With bayonets fixed, drums beating and band playing, the School of Infantry marked its 50th year in Singleton with a freedom-of-entry parade on March 17.
Singleton’s population turned out in droves to witness and cheer on more than 300 soldiers as they paraded through the town centre.
On the way, local Indigenous elder Uncle Warren conducted a smoking ceremony, which the soldiers passed through, cleansing them and warding off evil spirits.
School of Infantry Commanding Officer Lieutenant Colonel Richard Thapthimthong led the parade before being stopped by the senior district police officer and two police on horseback.
The police granted the soldiers passage after Lieutenant Colonel Thapthimthong announced the school’s right to enter.
“Freedom of entry is a recognition and reaffirmation of the connection that a garrison’s community has with its garrison soldiers,” Lieutenant Colonel Thapthimthong said.

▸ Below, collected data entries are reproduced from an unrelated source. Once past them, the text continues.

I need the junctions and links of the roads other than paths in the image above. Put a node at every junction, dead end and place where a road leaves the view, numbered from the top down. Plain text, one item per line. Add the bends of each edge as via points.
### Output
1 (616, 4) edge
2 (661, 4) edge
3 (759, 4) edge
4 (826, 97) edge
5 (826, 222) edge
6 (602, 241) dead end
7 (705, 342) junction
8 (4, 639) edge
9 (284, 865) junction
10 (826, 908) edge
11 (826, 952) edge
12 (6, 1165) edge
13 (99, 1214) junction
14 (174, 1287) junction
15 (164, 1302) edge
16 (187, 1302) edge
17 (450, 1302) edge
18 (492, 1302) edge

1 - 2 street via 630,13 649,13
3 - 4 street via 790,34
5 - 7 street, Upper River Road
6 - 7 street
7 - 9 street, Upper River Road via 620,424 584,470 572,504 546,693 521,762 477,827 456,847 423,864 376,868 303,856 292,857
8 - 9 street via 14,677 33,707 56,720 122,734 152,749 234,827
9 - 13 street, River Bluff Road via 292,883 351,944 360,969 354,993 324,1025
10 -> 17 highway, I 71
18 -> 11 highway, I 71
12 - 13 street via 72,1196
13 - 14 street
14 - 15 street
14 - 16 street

The Mayor of Singleton, after an inspection of the troops, handed the ceremonial scroll that detailed the right to freedom of entry to Lieutenant Colonel Thapthimthong.
The first freedom of entry in Singleton was held in 1966, seven years before the School of Infantry was moved there. This year’s parade was the sixth to be held since then.

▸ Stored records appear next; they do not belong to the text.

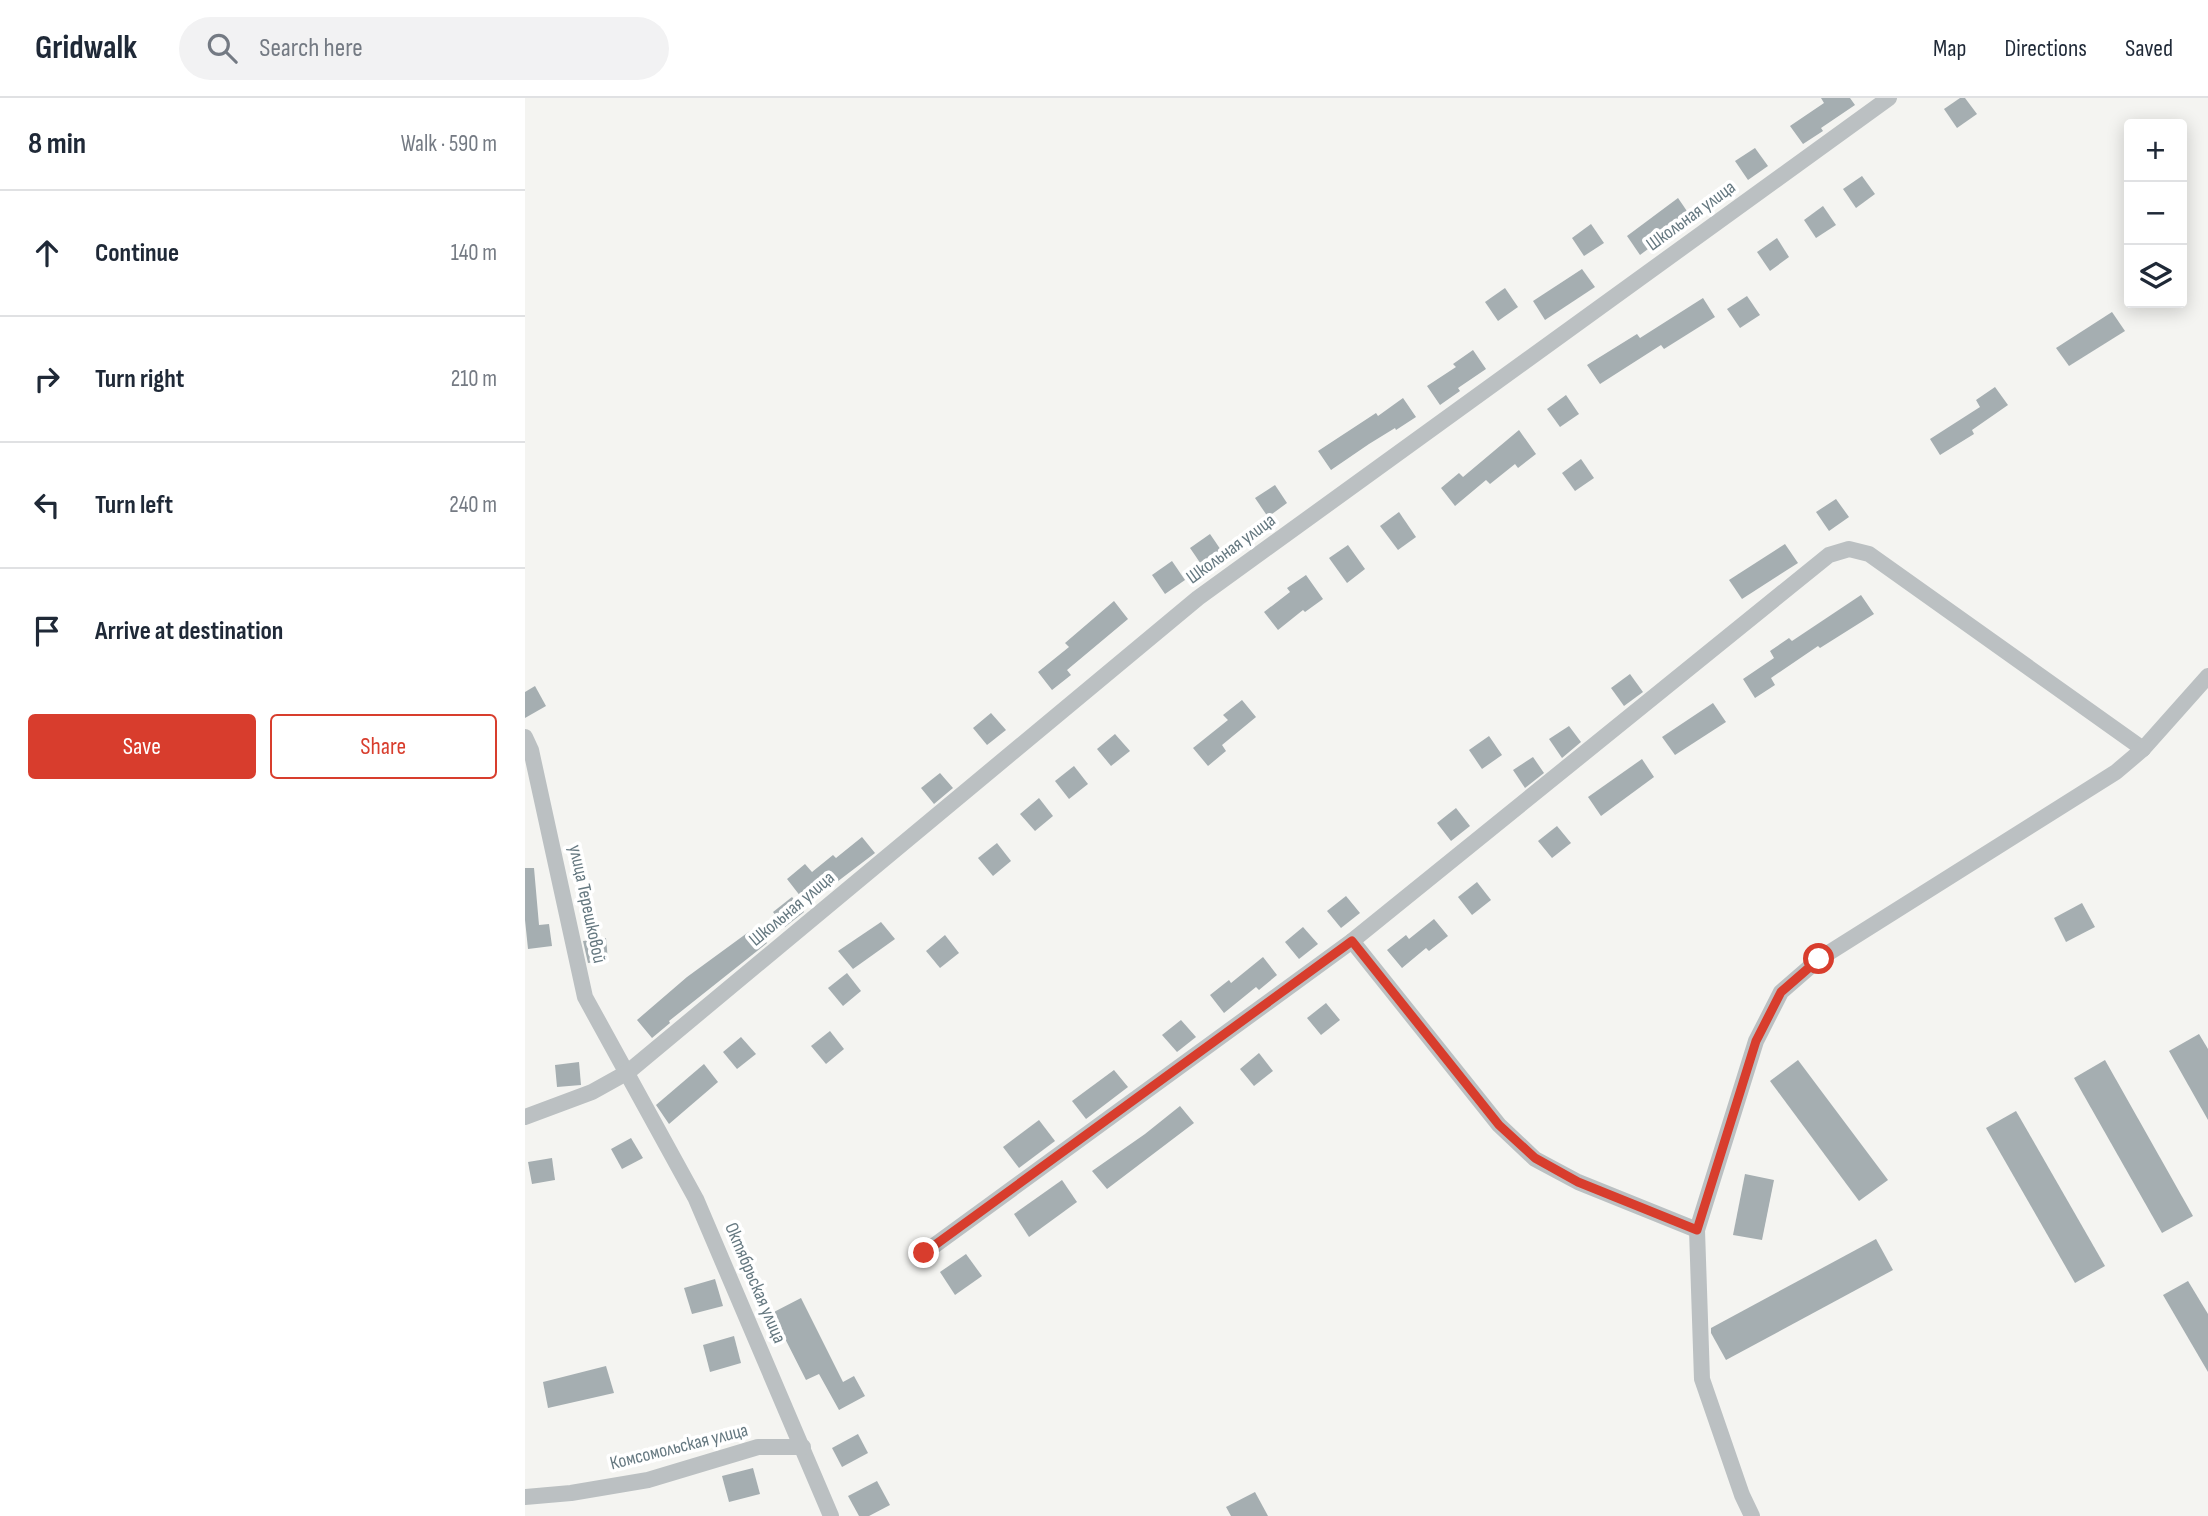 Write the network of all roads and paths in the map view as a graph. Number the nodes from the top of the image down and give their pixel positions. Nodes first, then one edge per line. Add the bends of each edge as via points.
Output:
1 (1889, 98) edge
2 (2208, 676) edge
3 (525, 737) edge
4 (2143, 749) junction
5 (1352, 941) junction
6 (628, 1072) junction
7 (525, 1117) edge
8 (1697, 1230) junction
9 (924, 1253) dead end
10 (803, 1447) junction
11 (525, 1497) edge
12 (831, 1516) edge
13 (1752, 1516) edge

1 - 6 street, Школьная улица via 1198,598
2 - 4 street
3 - 6 street, улица Терешковой via 585,997
4 - 5 street via 1869,554 1849,549 1829,555
4 - 8 street via 2116,772 1819,959 1781,992 1756,1041
5 - 8 street via 1499,1125 1535,1158 1578,1182
5 - 9 street
6 - 7 street, Школьная улица via 592,1092
6 - 10 street, Октябрьская улица via 696,1199
8 - 13 street via 1702,1379
10 - 11 street, Комсомольская улица via 758,1447 648,1480
10 - 12 street, Октябрьская улица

Tens of thousands of infantry soldiers have leopard-crawled, pack-marched, defended and assaulted through the school’s training in its 50-year history.
Lieutenant Colonel Thapthimthong said the school was the hub of the infantry wheel, with every soldier and officer having called Singleton home at some time during their basic training.

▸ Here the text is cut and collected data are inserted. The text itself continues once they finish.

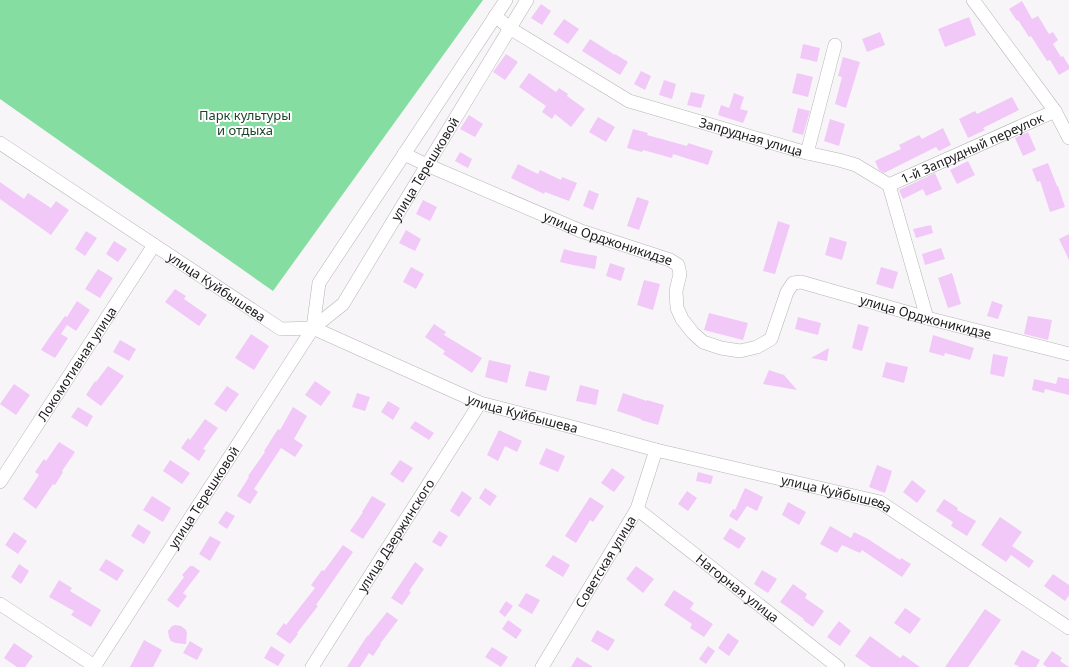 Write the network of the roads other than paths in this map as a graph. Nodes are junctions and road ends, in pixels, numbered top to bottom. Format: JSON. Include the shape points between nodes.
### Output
{"nodes":[{"id":1,"x":506,"y":0,"type":"edge"},
{"id":2,"x":527,"y":0,"type":"edge"},
{"id":3,"x":973,"y":0,"type":"edge"},
{"id":4,"x":495,"y":16,"type":"junction"},
{"id":5,"x":511,"y":29,"type":"junction"},
{"id":6,"x":834,"y":45,"type":"dead end"},
{"id":7,"x":1055,"y":111,"type":"junction"},
{"id":8,"x":1069,"y":138,"type":"edge"},
{"id":9,"x":0,"y":143,"type":"edge"},
{"id":10,"x":807,"y":153,"type":"junction"},
{"id":11,"x":404,"y":154,"type":"junction"},
{"id":12,"x":427,"y":165,"type":"junction"},
{"id":13,"x":889,"y":185,"type":"junction"},
{"id":14,"x":154,"y":245,"type":"junction"},
{"id":15,"x":926,"y":318,"type":"junction"},
{"id":16,"x":313,"y":328,"type":"junction"},
{"id":17,"x":1069,"y":354,"type":"edge"},
{"id":18,"x":480,"y":403,"type":"junction"},
{"id":19,"x":656,"y":450,"type":"junction"},
{"id":20,"x":0,"y":482,"type":"edge"},
{"id":21,"x":637,"y":509,"type":"junction"},
{"id":22,"x":0,"y":604,"type":"edge"},
{"id":23,"x":1069,"y":628,"type":"edge"},
{"id":24,"x":95,"y":667,"type":"edge"},
{"id":25,"x":312,"y":667,"type":"edge"},
{"id":26,"x":542,"y":667,"type":"edge"},
{"id":27,"x":838,"y":667,"type":"edge"}],
"edges":[{"from":1,"to":4,"type":"street","name":"улица Терешковой"},
{"from":2,"to":5,"type":"street","name":"улица Терешковой"},
{"from":3,"to":7,"type":"street"},
{"from":4,"to":5,"type":"street","name":"Запрудная улица"},
{"from":4,"to":11,"type":"street","name":"улица Терешковой"},
{"from":5,"to":10,"type":"street","name":"Запрудная улица","via":[[629,101]]},
{"from":5,"to":12,"type":"street","name":"улица Терешковой"},
{"from":6,"to":10,"type":"street"},
{"from":7,"to":8,"type":"street"},
{"from":7,"to":13,"type":"street","name":"1-й Запрудный переулок"},
{"from":9,"to":14,"type":"street","name":"улица Куйбышева"},
{"from":10,"to":13,"type":"street","name":"Запрудная улица","via":[[856,165]]},
{"from":11,"to":12,"type":"street","name":"улица Орджоникидзе"},
{"from":11,"to":16,"type":"street","name":"улица Терешковой","via":[[319,283]]},
{"from":12,"to":15,"type":"street","name":"улица Орджоникидзе","via":[[581,231],[670,260],[678,265],[680,274],[676,291],[677,308],[682,319],[703,342],[721,348],[740,351],[756,347],[771,339],[787,292],[793,283],[802,282]]},
{"from":12,"to":16,"type":"street","name":"улица Терешковой","via":[[343,304]]},
{"from":13,"to":15,"type":"street"},
{"from":14,"to":16,"type":"street","name":"улица Куйбышева","via":[[281,329]]},
{"from":14,"to":20,"type":"street","name":"Локомотивная улица"},
{"from":15,"to":17,"type":"street","name":"улица Орджоникидзе"},
{"from":16,"to":18,"type":"street","name":"улица Куйбышева"},
{"from":16,"to":24,"type":"street","name":"улица Терешковой"},
{"from":18,"to":19,"type":"street","name":"улица Куйбышева"},
{"from":18,"to":25,"type":"street","name":"улица Дзержинского"},
{"from":19,"to":21,"type":"street","name":"Советская улица"},
{"from":19,"to":23,"type":"street","name":"улица Куйбышева","via":[[880,502]]},
{"from":21,"to":26,"type":"street","name":"Советская улица"},
{"from":21,"to":27,"type":"street","name":"Нагорная улица"},
{"from":22,"to":24,"type":"street"}]}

“Over the past 50 years, Australia has seen a multitude of conflicts, domestic operations and international deployments,” Lieutenant Colonel Thapthimthong said.
“Every one of them involved infantry soldiers, and every one of those soldiers got their baseline training here at Singleton.
“The job has not changed. So, in 2023, we continue to prepare soldiers and officers in world-class infantry skills.”